If he goes for the dinner out make sure you use joint money to buy the table.
I think you'll find the wage difference does influence his thinking.....

Tunnockswafer · 06/05/2019 15:41

OP says she’s “had her eye on” the bistro set so not sure why it’s suddenly the wrong type. I sit in my garden in lots of different weathers, doesn’t have to be glorious sun to have a cup of tea out there. I’d hate to have nothing to sit on, for the foreseeable. OP maybe leave this for now but I’d be filing it away and revisiting if I found more or my suggestions were being overruled in favour of his suggestions...

Walkaround · 06/05/2019 15:59

But the OP has admitted that she would also rather something bigger in due course - it's just that the thing she has her eye on (which she admits is not exactly what she wants) is cheap at the moment?!!

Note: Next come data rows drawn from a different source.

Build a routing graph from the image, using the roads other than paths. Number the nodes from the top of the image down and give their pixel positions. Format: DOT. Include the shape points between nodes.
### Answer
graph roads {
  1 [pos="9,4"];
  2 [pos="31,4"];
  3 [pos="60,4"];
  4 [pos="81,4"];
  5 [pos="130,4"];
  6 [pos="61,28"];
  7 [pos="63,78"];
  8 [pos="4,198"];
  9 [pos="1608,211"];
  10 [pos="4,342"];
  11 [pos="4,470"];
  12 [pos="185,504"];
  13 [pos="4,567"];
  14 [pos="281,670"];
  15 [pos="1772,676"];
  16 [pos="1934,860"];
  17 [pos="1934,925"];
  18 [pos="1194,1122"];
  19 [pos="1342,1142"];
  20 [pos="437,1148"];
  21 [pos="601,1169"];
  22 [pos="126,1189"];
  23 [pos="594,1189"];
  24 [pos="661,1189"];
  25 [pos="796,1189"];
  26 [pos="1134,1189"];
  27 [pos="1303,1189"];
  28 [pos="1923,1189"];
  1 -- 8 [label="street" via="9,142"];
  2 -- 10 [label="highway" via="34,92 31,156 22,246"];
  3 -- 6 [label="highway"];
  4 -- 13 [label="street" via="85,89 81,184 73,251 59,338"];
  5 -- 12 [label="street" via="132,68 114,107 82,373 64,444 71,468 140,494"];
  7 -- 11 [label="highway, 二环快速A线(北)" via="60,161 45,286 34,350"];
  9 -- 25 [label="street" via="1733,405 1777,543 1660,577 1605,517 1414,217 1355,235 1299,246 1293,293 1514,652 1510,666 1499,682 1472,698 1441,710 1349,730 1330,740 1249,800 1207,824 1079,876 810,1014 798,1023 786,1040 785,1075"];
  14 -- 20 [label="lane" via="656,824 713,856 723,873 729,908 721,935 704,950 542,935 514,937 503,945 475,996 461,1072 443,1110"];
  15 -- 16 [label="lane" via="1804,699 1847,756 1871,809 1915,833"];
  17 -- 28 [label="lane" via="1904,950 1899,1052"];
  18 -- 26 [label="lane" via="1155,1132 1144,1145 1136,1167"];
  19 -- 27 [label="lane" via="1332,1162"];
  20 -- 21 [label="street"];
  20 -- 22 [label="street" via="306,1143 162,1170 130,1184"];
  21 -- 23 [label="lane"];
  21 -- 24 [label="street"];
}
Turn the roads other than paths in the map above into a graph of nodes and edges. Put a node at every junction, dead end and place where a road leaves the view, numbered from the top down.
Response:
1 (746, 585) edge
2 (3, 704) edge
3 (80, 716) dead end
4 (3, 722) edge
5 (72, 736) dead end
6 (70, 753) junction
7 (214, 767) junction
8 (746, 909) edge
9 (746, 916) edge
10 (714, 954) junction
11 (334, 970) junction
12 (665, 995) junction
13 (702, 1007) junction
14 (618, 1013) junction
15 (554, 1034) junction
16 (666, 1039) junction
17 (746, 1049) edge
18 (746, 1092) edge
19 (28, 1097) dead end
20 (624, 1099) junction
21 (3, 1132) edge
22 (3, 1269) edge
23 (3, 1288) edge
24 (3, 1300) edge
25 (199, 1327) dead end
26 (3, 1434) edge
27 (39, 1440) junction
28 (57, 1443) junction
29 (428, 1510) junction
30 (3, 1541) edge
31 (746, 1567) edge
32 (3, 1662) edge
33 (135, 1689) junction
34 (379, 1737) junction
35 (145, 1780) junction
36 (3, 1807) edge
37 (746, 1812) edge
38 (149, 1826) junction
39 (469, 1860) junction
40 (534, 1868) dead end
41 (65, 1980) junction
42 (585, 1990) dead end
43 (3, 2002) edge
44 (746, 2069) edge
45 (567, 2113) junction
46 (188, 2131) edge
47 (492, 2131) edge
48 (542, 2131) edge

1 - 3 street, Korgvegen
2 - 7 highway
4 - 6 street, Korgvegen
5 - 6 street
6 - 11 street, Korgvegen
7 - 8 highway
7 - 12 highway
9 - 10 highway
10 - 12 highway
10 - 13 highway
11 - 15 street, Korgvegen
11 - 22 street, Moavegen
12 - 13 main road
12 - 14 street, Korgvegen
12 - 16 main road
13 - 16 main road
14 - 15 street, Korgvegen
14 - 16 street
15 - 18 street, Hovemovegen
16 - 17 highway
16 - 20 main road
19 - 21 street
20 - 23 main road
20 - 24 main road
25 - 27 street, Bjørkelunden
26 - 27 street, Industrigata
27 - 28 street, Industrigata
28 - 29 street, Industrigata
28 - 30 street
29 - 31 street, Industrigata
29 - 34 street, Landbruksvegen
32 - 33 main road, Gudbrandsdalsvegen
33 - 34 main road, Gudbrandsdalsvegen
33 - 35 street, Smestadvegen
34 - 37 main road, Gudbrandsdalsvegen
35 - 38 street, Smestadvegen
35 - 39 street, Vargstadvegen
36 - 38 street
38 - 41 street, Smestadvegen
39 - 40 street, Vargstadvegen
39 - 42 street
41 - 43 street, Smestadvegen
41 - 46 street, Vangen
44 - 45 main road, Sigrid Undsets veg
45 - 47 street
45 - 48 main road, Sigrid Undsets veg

Walkaround · 06/05/2019 16:02

These are Bluesheep's exact words: "Yes, I would like a bigger set. I was just taken with the idea that I could get something for £63 today." I have every sympathy for someone who is not inclined to spend money on something they don't actually want just because it is cheap today.

CottonSock · 06/05/2019 16:08

Having read the update I would say wait and buy the bigger set.

Tunnockswafer · 06/05/2019 17:43

Yeah I don’t think the bistro set is really the issue here
I often find though, that I have to cajole and persuade if I see something for the house

GummyGoddess · 06/05/2019 18:04

Have you got a link? Just want to see as I'm also looking for a small dining set for next to the French doors.

MRex · 06/05/2019 23:05

"Cajole and persuade" seems like an odd description. In our house, either of us might choose something, though usually one or both will pick out a bunch of options and then make the final decision together. The size would be a huge part of that joint decision, because presumably you'll only buy one set of garden furniture, so it's daft to get a small one if you'll be left wishing you had a big one next month. I can't get my head around those who would just buy furniture without talking to their OH; you both have to live with it and in this case there isn't even agreement about the size both should agree or compromise before buying. It just seems so disrespectful to go about buying things randomly and expect someone else to live with them whether they like it or not.

vinegarqueen · 07/05/2019 00:41

With your initial post I thought ”just buy it”, but given he wants a nicer set with a bench etc I'd wait and use a house chair or picnic blanket if it was nice enough to sit out. You could end up stuck with the small set as clutter or he would rightly say you don't need the big set when the garden is finished.

As for your bigger finances issue, you really need to chat about it. My DH is a saver whereas I tend to get all the bits we need for the house, and we get round it by agreeing a set amount we want to save each month. Everything else after bills/rent is fair game, and we have savings which is great.